Collected data
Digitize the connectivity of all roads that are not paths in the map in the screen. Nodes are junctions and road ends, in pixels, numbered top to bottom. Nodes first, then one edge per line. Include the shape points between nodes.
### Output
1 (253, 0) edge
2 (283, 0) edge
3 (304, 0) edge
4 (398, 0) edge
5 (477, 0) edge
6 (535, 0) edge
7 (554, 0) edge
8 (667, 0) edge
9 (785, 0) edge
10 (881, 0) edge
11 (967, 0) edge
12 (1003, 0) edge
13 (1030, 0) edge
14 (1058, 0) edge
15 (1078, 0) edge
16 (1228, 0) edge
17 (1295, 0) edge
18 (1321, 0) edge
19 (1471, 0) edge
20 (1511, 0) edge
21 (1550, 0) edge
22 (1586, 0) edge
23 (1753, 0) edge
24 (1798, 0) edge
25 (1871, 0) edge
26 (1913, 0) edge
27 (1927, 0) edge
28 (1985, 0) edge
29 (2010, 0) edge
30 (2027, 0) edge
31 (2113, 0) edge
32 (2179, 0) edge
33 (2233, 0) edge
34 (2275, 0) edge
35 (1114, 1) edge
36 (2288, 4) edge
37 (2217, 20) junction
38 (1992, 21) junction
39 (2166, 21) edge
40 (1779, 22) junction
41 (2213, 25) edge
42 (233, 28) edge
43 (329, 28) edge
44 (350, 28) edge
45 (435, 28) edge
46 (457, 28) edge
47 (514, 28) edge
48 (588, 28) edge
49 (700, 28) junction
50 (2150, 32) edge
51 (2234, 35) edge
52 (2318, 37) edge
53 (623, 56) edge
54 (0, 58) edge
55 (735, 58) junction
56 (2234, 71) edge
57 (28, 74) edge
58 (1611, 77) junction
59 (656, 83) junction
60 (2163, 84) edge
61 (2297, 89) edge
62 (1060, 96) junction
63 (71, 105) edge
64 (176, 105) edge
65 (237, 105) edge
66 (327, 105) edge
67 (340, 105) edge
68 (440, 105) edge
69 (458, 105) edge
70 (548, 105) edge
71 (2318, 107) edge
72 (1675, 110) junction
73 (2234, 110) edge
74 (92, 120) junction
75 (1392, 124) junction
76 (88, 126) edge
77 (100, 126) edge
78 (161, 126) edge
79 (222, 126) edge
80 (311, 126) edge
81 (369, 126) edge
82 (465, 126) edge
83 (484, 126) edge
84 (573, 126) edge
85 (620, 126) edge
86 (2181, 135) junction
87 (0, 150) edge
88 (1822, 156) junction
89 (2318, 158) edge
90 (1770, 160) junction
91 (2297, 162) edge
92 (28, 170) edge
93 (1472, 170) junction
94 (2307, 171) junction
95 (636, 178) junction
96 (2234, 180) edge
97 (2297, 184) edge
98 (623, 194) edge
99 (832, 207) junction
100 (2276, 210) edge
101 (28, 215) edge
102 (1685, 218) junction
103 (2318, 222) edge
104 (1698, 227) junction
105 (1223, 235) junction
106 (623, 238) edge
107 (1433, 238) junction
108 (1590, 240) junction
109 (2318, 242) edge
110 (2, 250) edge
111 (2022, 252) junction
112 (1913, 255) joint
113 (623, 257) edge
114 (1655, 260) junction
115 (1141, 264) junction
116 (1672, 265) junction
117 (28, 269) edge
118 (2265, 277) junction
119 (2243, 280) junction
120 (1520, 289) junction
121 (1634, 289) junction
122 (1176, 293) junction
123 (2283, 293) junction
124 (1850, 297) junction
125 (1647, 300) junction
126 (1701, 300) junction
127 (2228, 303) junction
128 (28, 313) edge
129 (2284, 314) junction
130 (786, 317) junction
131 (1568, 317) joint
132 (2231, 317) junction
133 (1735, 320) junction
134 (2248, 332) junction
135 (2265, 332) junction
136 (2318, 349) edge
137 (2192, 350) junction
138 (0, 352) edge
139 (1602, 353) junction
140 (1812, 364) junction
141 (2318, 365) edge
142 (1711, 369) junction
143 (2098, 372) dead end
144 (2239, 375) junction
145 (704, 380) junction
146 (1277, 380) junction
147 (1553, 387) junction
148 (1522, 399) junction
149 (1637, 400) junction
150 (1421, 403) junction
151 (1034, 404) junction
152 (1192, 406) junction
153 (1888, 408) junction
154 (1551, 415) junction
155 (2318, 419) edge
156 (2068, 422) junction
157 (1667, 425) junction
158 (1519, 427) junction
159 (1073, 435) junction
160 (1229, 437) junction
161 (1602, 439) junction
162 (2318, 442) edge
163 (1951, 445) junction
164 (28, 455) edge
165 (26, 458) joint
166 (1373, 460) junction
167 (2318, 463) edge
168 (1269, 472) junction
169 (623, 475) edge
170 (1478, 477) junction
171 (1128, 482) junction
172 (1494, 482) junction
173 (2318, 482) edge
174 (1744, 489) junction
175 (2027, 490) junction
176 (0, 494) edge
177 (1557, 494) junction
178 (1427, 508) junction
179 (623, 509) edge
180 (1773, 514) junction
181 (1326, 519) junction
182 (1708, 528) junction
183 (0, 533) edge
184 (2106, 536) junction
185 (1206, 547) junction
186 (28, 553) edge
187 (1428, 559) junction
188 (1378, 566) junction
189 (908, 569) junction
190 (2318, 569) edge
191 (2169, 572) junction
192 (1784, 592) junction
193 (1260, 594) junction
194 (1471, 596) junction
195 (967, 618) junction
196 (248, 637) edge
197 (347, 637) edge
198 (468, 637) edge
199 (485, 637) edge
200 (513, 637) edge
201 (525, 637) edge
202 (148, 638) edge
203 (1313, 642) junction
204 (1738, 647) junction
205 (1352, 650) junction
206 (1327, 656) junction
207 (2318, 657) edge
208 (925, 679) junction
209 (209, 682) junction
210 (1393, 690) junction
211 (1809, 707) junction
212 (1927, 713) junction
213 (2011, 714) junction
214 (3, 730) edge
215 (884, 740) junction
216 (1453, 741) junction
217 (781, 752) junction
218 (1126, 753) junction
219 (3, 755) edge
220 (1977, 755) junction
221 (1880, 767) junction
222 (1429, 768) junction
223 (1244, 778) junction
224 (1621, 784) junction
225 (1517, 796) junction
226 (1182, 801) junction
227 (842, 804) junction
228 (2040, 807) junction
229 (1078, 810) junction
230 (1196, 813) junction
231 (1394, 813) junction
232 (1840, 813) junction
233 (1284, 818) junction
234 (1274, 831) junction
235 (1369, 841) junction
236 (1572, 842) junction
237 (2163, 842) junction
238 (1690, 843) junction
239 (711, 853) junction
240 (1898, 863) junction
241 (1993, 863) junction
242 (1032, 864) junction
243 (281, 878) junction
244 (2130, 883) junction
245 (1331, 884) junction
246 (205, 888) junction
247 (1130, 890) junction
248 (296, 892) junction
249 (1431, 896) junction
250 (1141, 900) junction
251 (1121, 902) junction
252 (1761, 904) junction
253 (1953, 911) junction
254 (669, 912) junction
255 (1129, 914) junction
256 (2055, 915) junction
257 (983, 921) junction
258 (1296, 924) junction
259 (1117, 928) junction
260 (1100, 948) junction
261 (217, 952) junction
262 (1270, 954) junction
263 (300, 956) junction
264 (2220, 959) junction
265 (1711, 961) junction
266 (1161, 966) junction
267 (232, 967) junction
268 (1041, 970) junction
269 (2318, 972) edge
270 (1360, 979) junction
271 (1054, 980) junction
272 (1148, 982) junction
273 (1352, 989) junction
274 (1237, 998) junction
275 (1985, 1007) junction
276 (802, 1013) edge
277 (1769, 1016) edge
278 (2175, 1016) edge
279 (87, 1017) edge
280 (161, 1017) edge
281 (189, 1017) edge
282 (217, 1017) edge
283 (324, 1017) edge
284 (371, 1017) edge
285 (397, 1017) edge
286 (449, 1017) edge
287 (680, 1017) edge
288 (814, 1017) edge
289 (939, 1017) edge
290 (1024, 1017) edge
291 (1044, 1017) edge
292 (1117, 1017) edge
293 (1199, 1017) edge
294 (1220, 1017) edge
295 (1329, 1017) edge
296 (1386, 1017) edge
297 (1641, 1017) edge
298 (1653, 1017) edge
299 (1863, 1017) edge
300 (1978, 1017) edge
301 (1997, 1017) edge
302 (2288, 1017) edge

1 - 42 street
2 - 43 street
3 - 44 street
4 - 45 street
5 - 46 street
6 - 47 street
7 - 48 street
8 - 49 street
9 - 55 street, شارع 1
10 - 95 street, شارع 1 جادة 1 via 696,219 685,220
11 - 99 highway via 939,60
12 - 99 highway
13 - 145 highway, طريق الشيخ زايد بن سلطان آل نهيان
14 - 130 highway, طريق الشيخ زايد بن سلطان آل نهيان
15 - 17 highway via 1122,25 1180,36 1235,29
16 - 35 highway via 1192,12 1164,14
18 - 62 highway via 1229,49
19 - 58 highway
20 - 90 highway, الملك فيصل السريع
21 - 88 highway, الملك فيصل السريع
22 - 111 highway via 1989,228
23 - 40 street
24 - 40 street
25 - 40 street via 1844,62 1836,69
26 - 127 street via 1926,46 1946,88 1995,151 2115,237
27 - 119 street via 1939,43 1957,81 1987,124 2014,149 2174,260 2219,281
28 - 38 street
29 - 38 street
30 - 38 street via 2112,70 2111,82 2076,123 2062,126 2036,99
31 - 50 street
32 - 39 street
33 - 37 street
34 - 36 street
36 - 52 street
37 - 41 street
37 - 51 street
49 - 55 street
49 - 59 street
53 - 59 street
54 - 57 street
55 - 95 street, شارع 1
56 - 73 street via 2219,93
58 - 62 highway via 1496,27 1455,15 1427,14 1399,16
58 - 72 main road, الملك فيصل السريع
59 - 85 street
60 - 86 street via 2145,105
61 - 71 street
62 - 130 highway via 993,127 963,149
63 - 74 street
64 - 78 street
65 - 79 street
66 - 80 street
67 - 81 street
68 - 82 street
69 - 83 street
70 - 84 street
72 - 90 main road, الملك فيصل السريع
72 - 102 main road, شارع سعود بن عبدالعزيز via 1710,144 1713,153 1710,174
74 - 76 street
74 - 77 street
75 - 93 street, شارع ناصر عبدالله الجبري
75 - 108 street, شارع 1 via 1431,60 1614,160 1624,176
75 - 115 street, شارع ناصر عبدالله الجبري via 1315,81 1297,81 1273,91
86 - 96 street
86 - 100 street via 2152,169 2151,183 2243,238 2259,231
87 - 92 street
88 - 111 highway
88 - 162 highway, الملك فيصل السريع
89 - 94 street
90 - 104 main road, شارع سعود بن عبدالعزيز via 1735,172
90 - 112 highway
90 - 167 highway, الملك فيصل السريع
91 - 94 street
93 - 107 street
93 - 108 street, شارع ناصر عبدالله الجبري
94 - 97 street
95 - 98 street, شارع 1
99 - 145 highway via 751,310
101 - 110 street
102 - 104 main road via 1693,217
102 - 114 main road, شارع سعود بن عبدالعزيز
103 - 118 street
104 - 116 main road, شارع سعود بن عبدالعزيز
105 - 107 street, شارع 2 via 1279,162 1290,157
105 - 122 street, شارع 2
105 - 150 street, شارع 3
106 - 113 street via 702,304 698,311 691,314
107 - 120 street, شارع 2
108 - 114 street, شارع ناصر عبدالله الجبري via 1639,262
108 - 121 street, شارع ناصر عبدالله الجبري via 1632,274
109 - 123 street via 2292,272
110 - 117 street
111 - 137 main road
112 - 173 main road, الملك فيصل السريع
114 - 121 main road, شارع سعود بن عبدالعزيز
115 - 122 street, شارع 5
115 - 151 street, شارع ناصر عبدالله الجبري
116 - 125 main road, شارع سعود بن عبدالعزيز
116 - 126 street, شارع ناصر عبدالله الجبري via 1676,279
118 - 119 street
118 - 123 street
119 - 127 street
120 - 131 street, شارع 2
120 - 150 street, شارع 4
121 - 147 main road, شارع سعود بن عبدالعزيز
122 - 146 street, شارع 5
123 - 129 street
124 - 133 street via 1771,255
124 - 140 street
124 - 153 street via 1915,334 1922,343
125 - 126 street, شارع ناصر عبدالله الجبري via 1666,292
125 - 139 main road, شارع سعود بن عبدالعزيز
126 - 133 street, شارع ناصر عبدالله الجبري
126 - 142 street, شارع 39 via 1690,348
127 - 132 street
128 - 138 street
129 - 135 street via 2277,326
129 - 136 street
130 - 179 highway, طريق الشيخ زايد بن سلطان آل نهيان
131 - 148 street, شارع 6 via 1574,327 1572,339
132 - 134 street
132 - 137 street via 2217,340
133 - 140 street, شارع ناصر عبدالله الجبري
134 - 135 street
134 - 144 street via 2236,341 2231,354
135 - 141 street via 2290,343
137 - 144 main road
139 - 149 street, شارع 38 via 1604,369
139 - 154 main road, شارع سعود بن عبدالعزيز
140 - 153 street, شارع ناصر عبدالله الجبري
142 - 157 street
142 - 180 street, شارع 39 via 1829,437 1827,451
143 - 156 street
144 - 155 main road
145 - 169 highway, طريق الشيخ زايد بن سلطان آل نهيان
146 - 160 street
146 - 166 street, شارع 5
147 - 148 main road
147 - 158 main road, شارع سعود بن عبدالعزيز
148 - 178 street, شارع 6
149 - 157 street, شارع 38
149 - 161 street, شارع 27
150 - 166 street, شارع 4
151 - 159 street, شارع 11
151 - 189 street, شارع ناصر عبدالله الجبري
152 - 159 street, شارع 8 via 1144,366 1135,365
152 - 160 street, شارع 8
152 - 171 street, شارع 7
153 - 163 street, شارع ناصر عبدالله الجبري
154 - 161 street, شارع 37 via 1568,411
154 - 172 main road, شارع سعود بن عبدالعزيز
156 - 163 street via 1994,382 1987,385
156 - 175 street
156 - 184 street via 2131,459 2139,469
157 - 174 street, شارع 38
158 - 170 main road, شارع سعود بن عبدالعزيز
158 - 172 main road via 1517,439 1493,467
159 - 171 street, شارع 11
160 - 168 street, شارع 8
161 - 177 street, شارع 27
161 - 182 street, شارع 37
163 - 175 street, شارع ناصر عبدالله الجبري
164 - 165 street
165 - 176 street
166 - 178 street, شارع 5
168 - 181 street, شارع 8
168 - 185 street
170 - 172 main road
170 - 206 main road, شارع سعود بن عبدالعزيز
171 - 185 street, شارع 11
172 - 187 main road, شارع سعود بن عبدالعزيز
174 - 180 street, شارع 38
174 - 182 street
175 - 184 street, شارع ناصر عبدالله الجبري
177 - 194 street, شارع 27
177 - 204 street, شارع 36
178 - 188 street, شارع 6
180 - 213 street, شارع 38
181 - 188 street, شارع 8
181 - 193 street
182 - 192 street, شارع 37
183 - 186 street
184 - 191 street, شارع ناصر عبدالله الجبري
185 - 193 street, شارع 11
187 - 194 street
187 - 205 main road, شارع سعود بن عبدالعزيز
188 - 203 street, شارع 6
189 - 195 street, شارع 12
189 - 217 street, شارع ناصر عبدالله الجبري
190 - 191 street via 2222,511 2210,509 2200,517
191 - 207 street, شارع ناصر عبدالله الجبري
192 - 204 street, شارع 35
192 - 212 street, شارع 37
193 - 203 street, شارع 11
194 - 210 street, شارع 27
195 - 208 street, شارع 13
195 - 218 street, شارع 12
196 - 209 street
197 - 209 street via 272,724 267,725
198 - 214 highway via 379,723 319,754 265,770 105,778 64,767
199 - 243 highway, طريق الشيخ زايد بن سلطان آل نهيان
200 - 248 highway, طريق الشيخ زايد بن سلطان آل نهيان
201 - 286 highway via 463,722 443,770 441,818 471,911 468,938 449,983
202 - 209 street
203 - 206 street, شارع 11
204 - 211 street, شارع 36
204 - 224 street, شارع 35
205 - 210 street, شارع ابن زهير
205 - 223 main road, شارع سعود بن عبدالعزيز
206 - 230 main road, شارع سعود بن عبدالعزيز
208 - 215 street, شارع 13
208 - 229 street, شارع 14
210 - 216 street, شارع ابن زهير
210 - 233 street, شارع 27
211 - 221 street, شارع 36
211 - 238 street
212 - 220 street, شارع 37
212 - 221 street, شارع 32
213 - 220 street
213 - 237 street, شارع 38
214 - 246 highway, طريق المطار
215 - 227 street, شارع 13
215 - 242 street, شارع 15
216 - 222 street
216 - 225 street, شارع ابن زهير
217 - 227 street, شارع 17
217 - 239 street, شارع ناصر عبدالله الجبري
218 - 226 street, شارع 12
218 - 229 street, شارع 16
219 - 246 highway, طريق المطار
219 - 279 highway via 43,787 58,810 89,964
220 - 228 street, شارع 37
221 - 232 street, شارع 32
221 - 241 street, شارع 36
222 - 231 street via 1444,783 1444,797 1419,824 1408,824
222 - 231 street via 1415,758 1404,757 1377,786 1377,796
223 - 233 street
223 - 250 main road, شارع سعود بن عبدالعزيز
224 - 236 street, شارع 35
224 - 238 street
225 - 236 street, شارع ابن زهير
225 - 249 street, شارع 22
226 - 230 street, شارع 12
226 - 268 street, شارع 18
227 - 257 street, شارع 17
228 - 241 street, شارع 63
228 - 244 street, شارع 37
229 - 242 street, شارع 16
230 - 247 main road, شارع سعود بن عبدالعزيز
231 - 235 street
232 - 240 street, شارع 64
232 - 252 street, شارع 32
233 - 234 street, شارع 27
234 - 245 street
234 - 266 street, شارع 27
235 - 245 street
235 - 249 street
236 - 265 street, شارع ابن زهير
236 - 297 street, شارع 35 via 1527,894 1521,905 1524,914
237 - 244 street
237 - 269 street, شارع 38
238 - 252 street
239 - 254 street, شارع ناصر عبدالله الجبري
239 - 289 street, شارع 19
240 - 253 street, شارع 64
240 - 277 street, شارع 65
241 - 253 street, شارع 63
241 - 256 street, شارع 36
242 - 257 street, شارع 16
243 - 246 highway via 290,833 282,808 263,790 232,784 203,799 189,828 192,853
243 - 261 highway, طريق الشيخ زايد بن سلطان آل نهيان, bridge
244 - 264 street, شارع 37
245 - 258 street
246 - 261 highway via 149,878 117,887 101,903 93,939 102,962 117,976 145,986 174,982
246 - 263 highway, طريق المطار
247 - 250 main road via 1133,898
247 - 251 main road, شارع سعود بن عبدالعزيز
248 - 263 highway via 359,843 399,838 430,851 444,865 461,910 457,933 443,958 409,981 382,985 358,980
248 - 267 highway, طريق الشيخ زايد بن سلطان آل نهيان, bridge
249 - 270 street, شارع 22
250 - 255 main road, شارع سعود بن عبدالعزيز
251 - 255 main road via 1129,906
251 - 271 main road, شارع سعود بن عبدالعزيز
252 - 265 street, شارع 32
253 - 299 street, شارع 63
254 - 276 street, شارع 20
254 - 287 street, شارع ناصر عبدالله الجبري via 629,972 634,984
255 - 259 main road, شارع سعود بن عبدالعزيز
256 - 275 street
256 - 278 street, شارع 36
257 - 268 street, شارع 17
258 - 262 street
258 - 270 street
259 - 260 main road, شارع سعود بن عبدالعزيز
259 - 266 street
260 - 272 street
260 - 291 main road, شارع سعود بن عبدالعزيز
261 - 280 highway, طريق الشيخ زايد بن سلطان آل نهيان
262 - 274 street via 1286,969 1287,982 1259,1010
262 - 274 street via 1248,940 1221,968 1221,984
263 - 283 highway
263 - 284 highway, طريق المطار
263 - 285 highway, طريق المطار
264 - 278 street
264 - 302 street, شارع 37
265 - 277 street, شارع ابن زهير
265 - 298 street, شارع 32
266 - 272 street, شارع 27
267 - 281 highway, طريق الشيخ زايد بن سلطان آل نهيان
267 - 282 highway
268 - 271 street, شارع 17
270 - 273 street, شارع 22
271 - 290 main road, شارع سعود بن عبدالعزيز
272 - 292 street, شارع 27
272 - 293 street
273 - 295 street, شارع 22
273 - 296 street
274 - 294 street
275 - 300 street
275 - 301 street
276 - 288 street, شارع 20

◆ Task: Across the data, count every line where the string "السريع" turns up, then write only that count.

◆ Response: 7